About this exercise
Every line with "Green" in it must be copied from the data.

○ ○ ○ ○ ○

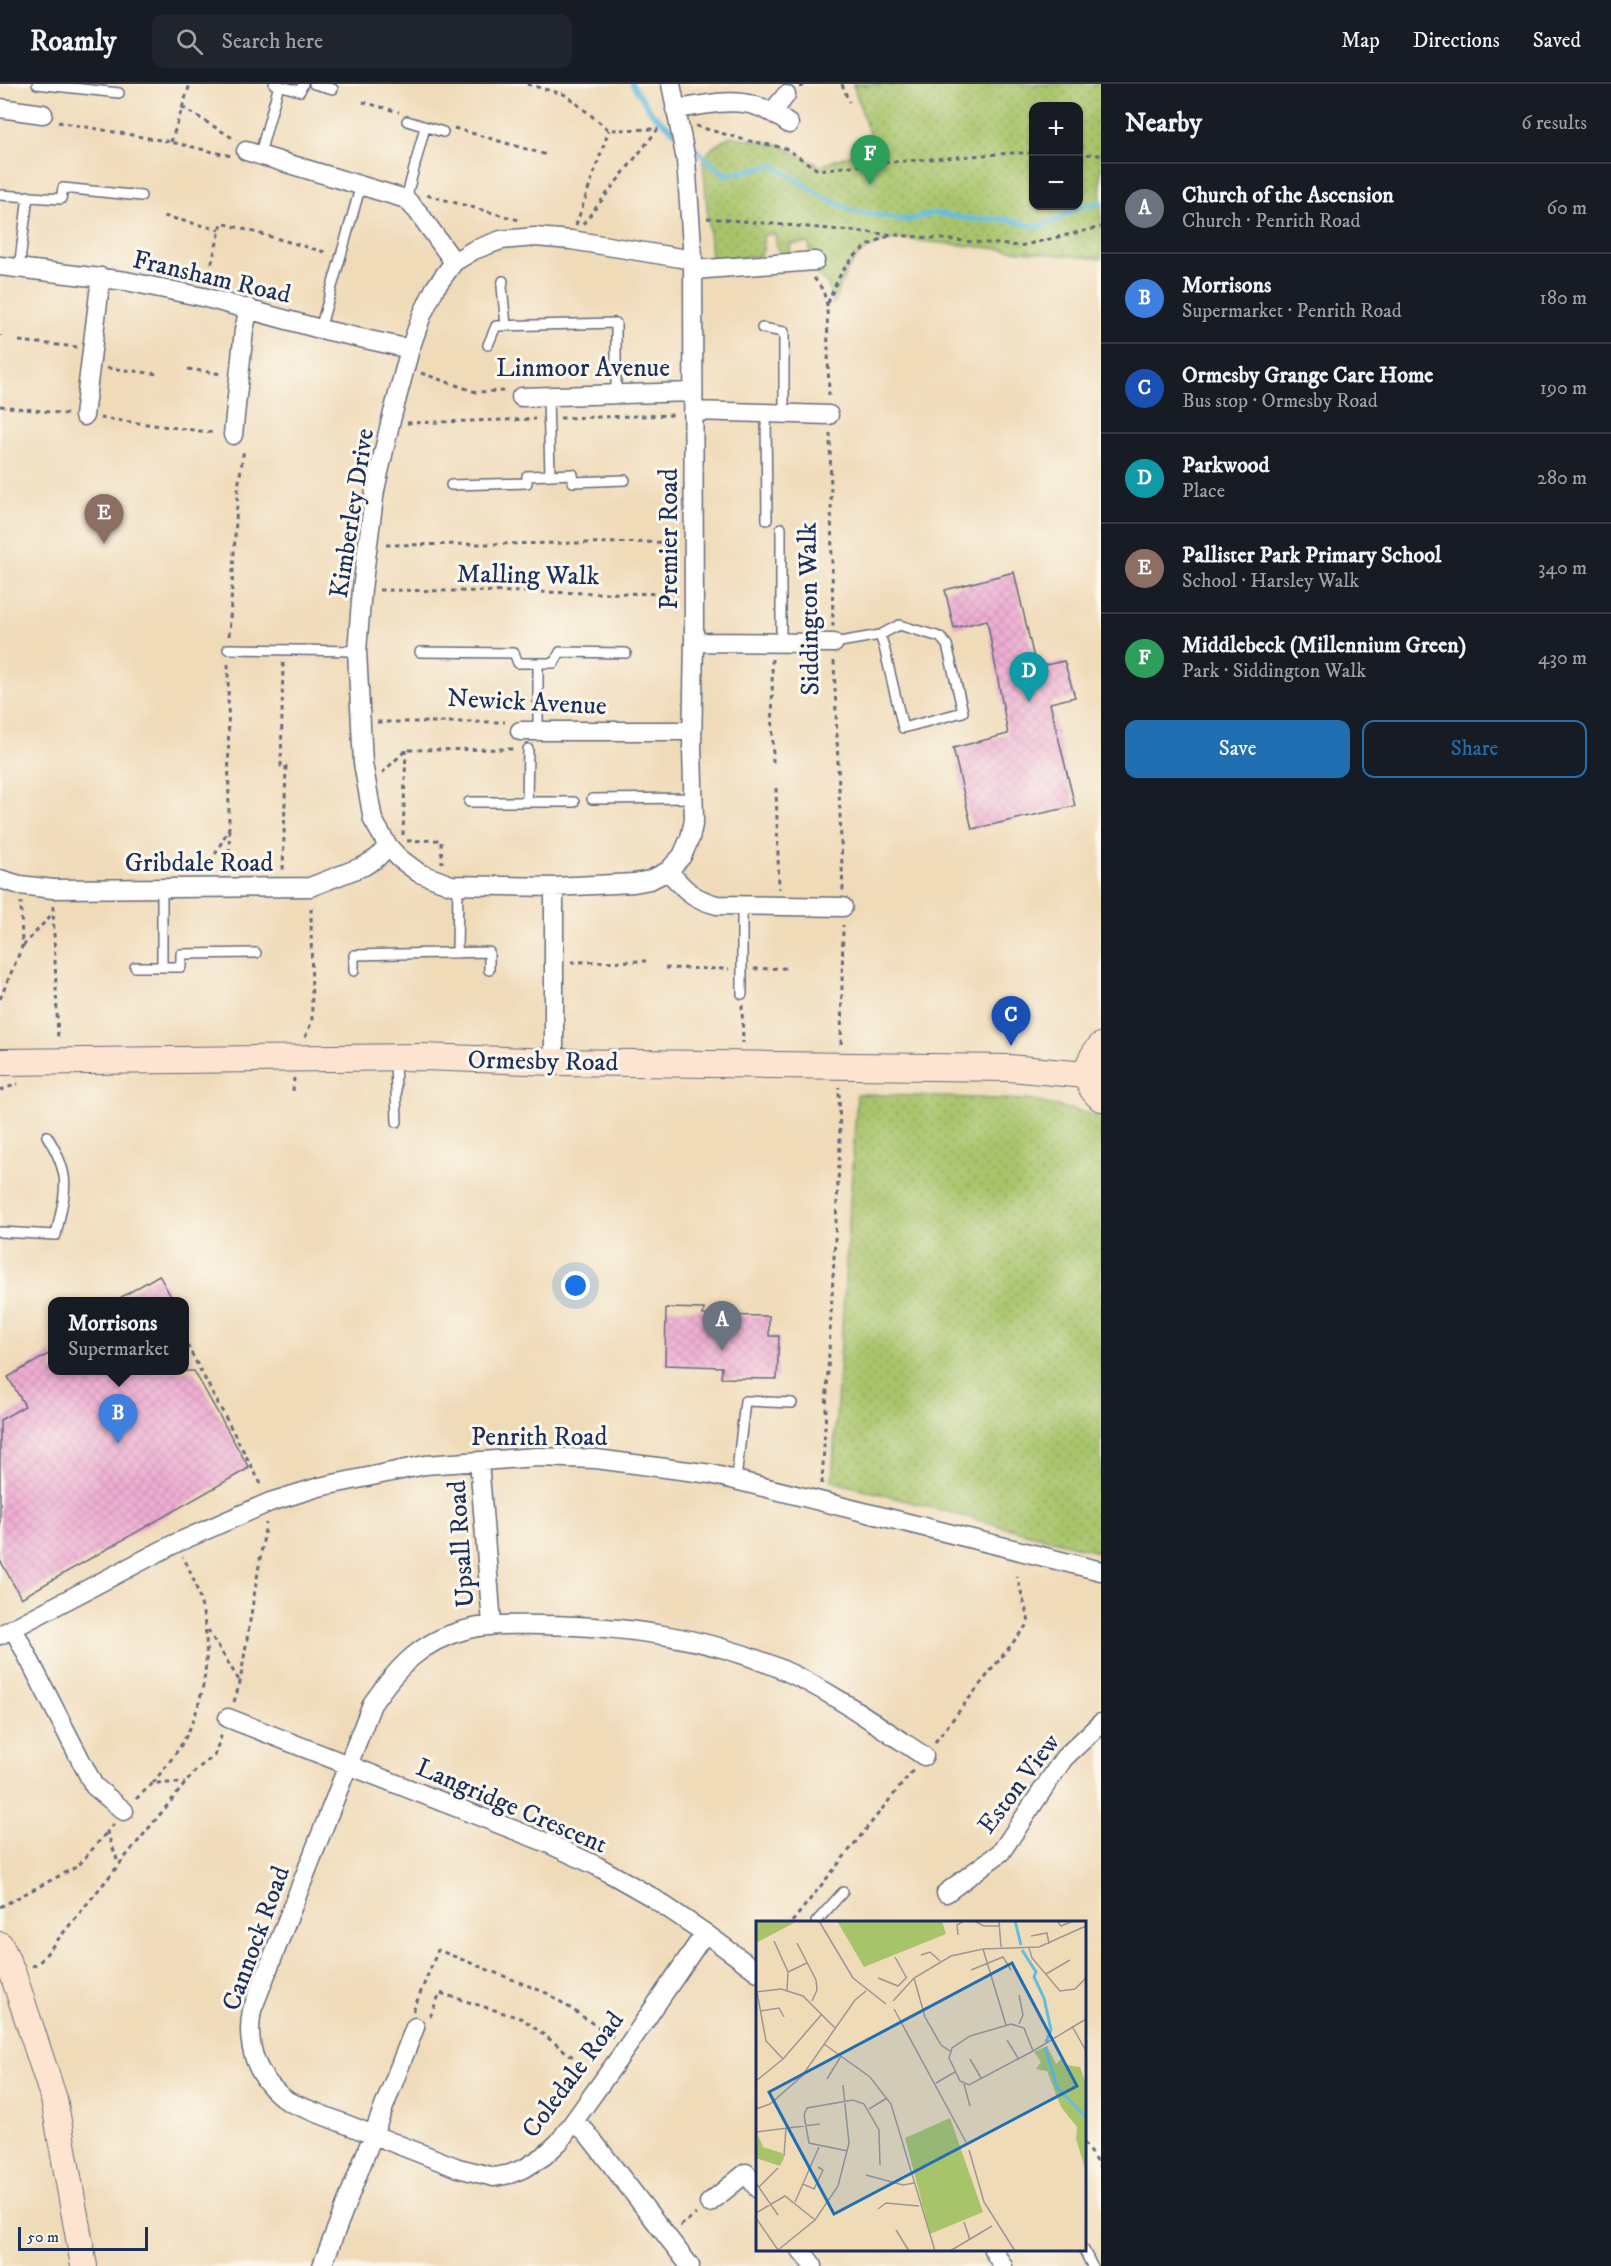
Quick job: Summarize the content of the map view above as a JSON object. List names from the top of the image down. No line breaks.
{"streets":{"street":["Fransham Road","Linmoor Avenue","Kimberley Drive","Premier Road","Newick Avenue","Gribdale Road","Ormesby Road","Penrith Road","Upsall Road","Eston View","Langridge Crescent","Cannock Road","Coledale Road"],"path":["Malling Walk","Siddington Walk"]},"crossings":[["Fransham Road","Kimberley Drive"],["Linmoor Avenue","Kimberley Drive"],["Linmoor Avenue","Premier Road"],["Kimberley Drive","Premier Road"],["Kimberley Drive","Malling Walk"],["Kimberley Drive","Newick Avenue"],["Kimberley Drive","Gribdale Road"],["Premier Road","Malling Walk"],["Premier Road","Newick Avenue"],["Siddington Walk","Ormesby Road"],["Siddington Walk","Penrith Road"],["Penrith Road","Upsall Road"],["Upsall Road","Cannock Road"],["Langridge Crescent","Cannock Road"],["Langridge Crescent","Coledale Road"],["Cannock Road","Coledale Road"]],"scale_bar":"50 m","page":{"header":"Roamly","search":"Search here","nav":["Map","Directions","Saved"],"heading":["Nearby","6 results"],"map_buttons":["+","−"],"pins":["F","E","D","C","A","B"],"list":[{"mark":"A","name":"Church of the Ascension","note":"Church · Penrith Road","value":"60 m"},{"mark":"B","name":"Morrisons","note":"Supermarket · Penrith Road","value":"180 m"},{"mark":"C","name":"Ormesby Grange Care Home","note":"Bus stop · Ormesby Road","value":"190 m"},{"mark":"D","name":"Parkwood","note":"Place","value":"280 m"},{"mark":"E","name":"Pallister Park Primary School","note":"School · Harsley Walk","value":"340 m"},{"mark":"F","name":"Middlebeck (Millennium Green)","note":"Park · Siddington Walk","value":"430 m"}],"buttons":["Save","Share"],"popup":["Morrisons","Supermarket"],"scale":"50 m"}}
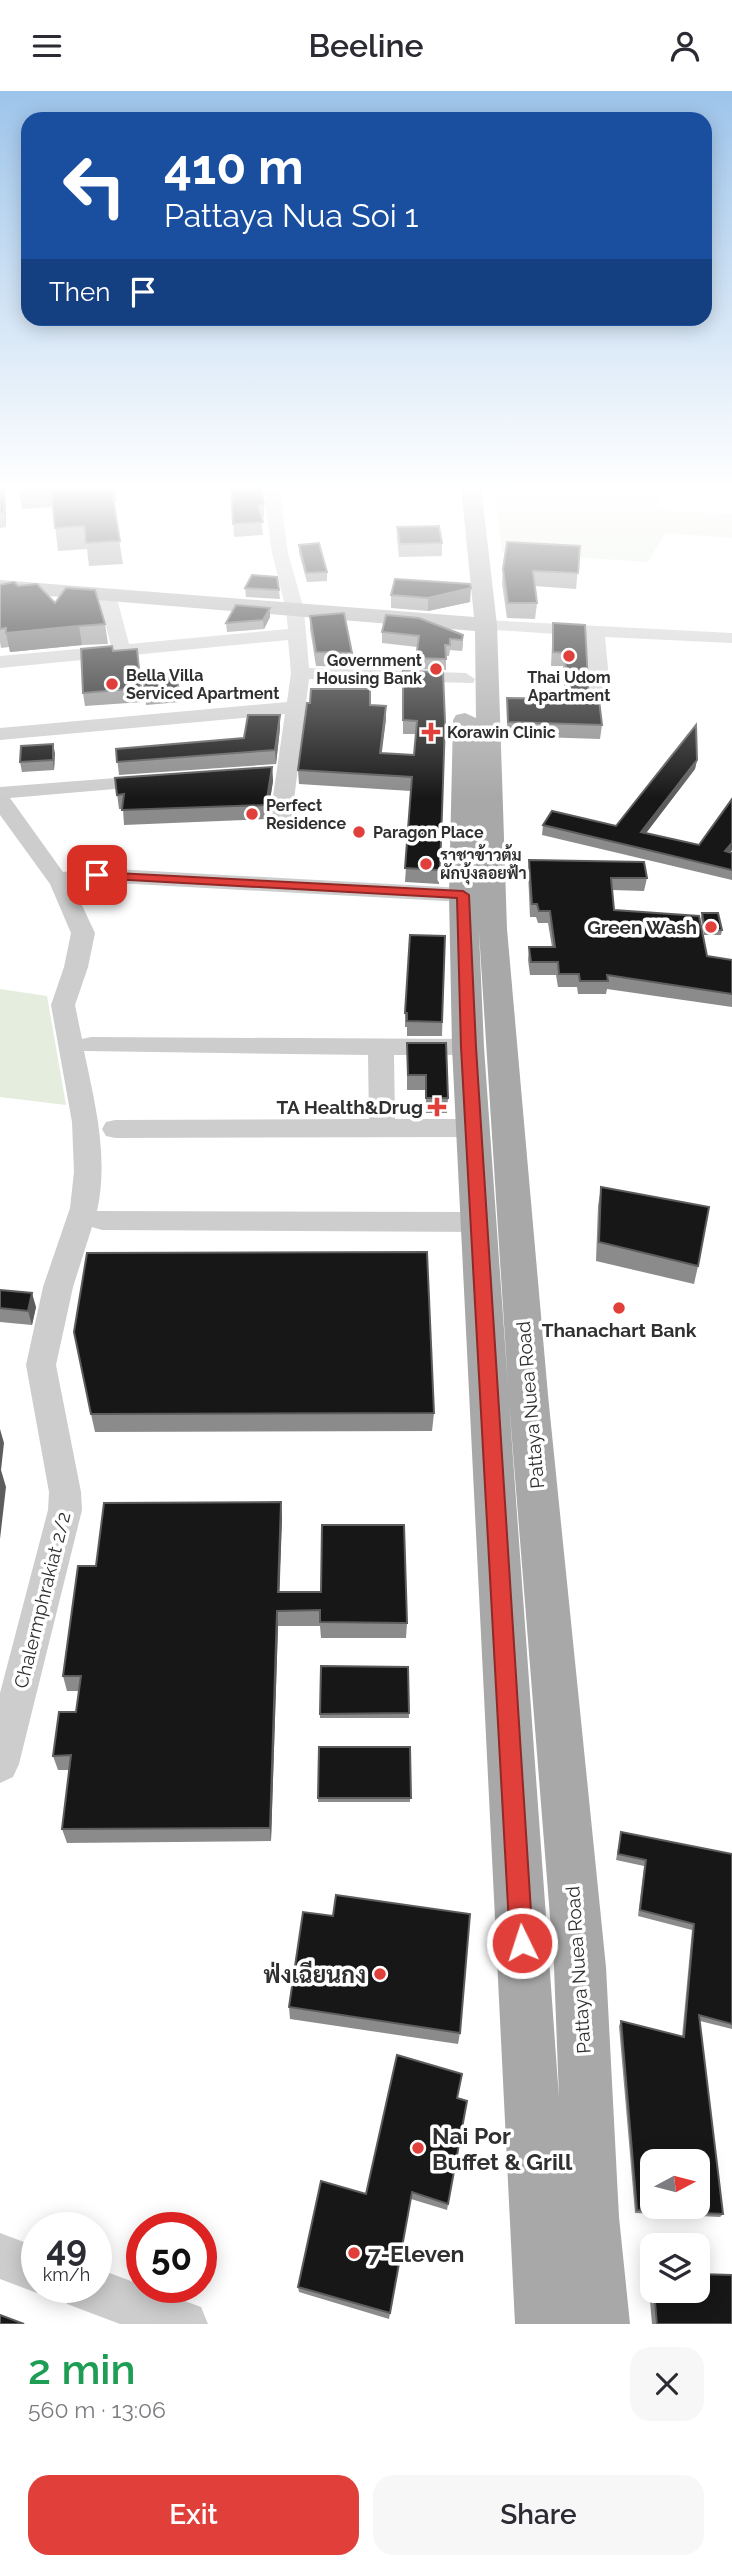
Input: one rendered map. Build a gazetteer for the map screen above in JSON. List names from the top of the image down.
{
  "streets": {
    "main road": ["Pattaya Nuea Road"],
    "street": ["Chalermphrakiat 2/2"]
  },
  "places": {
    "other": [
      "Thai Udom Apartment",
      "Government Housing Bank",
      "Bella Villa Serviced Apartment",
      "Perfect Residence",
      "Paragon Place",
      "ราชาข้าวต้ม ผักบุ้งลอยฟ้า",
      "Green Wash",
      "Thanachart Bank",
      "ฟ่งเฉียนกง",
      "Nai Por Buffet & Grill",
      "7-Eleven"
    ],
    "health": ["Korawin Clinic", "TA Health&Drug"]
  },
  "north": "right",
  "page": {
    "header": "Beeline",
    "turn": ["410 m", "Pattaya Nua Soi 1"],
    "then": "Then",
    "speed": "49 km/h",
    "limit": "50",
    "heading": ["2 min", "560 m · 13:06"],
    "buttons": ["Exit", "Share"]
  }
}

○ ○ ○ ○ ○

Written response
{"streets":{"street":["Fransham Road","Linmoor Avenue","Kimberley Drive","Premier Road","Newick Avenue","Gribdale Road","Ormesby Road","Penrith Road","Upsall Road","Eston View","Langridge Crescent","Cannock Road","Coledale Road"],"path":["Malling Walk","Siddington Walk"]},"crossings":[["Fransham Road","Kimberley Drive"],["Linmoor Avenue","Kimberley Drive"],["Linmoor Avenue","Premier Road"],["Kimberley Drive","Premier Road"],["Kimberley Drive","Malling Walk"],["Kimberley Drive","Newick Avenue"],["Kimberley Drive","Gribdale Road"],["Premier Road","Malling Walk"],["Premier Road","Newick Avenue"],["Siddington Walk","Ormesby Road"],["Siddington Walk","Penrith Road"],["Penrith Road","Upsall Road"],["Upsall Road","Cannock Road"],["Langridge Crescent","Cannock Road"],["Langridge Crescent","Coledale Road"],["Cannock Road","Coledale Road"]],"scale_bar":"50 m","page":{"header":"Roamly","search":"Search here","nav":["Map","Directions","Saved"],"heading":["Nearby","6 results"],"map_buttons":["+","−"],"pins":["F","E","D","C","A","B"],"list":[{"mark":"A","name":"Church of the Ascension","note":"Church · Penrith Road","value":"60 m"},{"mark":"B","name":"Morrisons","note":"Supermarket · Penrith Road","value":"180 m"},{"mark":"C","name":"Ormesby Grange Care Home","note":"Bus stop · Ormesby Road","value":"190 m"},{"mark":"D","name":"Parkwood","note":"Place","value":"280 m"},{"mark":"E","name":"Pallister Park Primary School","note":"School · Harsley Walk","value":"340 m"},{"mark":"F","name":"Middlebeck (Millennium Green)","note":"Park · Siddington Walk","value":"430 m"}],"buttons":["Save","Share"],"popup":["Morrisons","Supermarket"],"scale":"50 m"}}
      "Green Wash",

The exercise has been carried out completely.